Todos los matrimonios de la realeza con plebeyos, con una sola excepción, han terminaod en divorcio.

4 de mayo de 1992


EL ESCANDALOso divorcio del príncipe Andrés y Sarah Fergusson, no sólo ha dado para que la prensa mundial derrame toneladas de tinta sobre el insuceso, sino para que, pasados unos días, los editoriales de los periódicos ingleses comiencen a analizar sus implicaciones. De seguir como van las relaciones matrimoniales de los herederos al trono, la institución de la corona podría estar al borde del abismo.
A estas alturas, la reina Isabel y su familia tienen como mayor -si no única- responsabilidad, la de ejercer como símbolo supremo de los valores y tradiciones que escribieron muchas páginas de la historia moderna. Si el símbolo se resquebraja, la corona pasa de ser una institución valiosa para convertirse en un "grupo de parásitos", y en esas condiciones es difícil imaginar que los contribuyentes británicos estén dispuestos a continuar manteniéndolos. Una familia real que tiene más divorcios para exhibir que vástagos, contravierte todas las leyes de los cuentos de hadas y de la vida real de los llamados a tener sangre azul.

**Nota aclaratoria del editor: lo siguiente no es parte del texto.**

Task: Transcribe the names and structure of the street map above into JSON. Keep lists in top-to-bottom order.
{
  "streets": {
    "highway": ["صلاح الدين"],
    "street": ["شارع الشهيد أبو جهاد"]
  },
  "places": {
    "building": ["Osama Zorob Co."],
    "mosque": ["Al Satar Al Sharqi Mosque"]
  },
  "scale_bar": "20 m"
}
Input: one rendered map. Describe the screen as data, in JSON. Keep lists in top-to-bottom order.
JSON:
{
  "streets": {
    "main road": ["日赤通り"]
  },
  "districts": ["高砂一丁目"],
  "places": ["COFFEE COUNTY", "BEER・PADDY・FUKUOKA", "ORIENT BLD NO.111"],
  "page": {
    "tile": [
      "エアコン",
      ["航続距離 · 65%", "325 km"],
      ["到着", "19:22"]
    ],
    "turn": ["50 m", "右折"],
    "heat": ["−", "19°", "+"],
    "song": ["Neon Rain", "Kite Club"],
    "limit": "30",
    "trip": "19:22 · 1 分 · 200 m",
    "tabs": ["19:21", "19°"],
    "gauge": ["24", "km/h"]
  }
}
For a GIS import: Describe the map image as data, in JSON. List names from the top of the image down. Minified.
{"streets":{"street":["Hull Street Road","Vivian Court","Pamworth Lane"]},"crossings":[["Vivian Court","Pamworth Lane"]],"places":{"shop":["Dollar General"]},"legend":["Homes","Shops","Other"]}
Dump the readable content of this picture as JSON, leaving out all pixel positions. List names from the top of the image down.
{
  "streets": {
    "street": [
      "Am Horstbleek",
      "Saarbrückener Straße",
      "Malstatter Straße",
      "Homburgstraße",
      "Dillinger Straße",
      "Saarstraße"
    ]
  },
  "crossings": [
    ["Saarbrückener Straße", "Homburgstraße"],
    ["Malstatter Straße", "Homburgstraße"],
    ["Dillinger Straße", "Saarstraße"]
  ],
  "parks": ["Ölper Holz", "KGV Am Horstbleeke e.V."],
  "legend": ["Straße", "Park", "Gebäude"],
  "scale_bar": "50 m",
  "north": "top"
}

La violación de dos de las leyes que nunca infringieron los reyes ingleses desde el comienzo de su historia, parecen ser el motivo del debilitamiento de la familia real actual. La primera: nunca casarse con un plebeyo. Hasta comienzos de este siglo ningún rey inglés consideró ni remotamente la posibilidad de sentar junto a su trono a una dama sin escudo de princesa. La prueba más impresionante de esta ley fue el rosario de soberanos que consiguió la reina Victoria con sus descendientes. Cuando apenas empezaba el siglo, Victoria había colocado una persona de su sangre en los tronos de Grecia, Alemania, Noruega, Rumania, Yugoslavia, Rusia, Suecia, Dinamarca, España y Bulgaria. La manipuladora reina solía recordar a su numerosa progenie que "la realeza no puede casarse con sus súbditos ".
La segunda ley consistía en no aceptar el divorcio. Después de Enrique VIII, quien solucionaba este impedimento con el patíbulo, los reyes subsiguientes tuvieron la prudencia de no mencionar la separación oficial. Así las cosas, con estas dos leyes en forma, los matrimonios reales podían ser aburridos, pero duraderos para la buena imagen que de ellos tuvieran sus súbditos.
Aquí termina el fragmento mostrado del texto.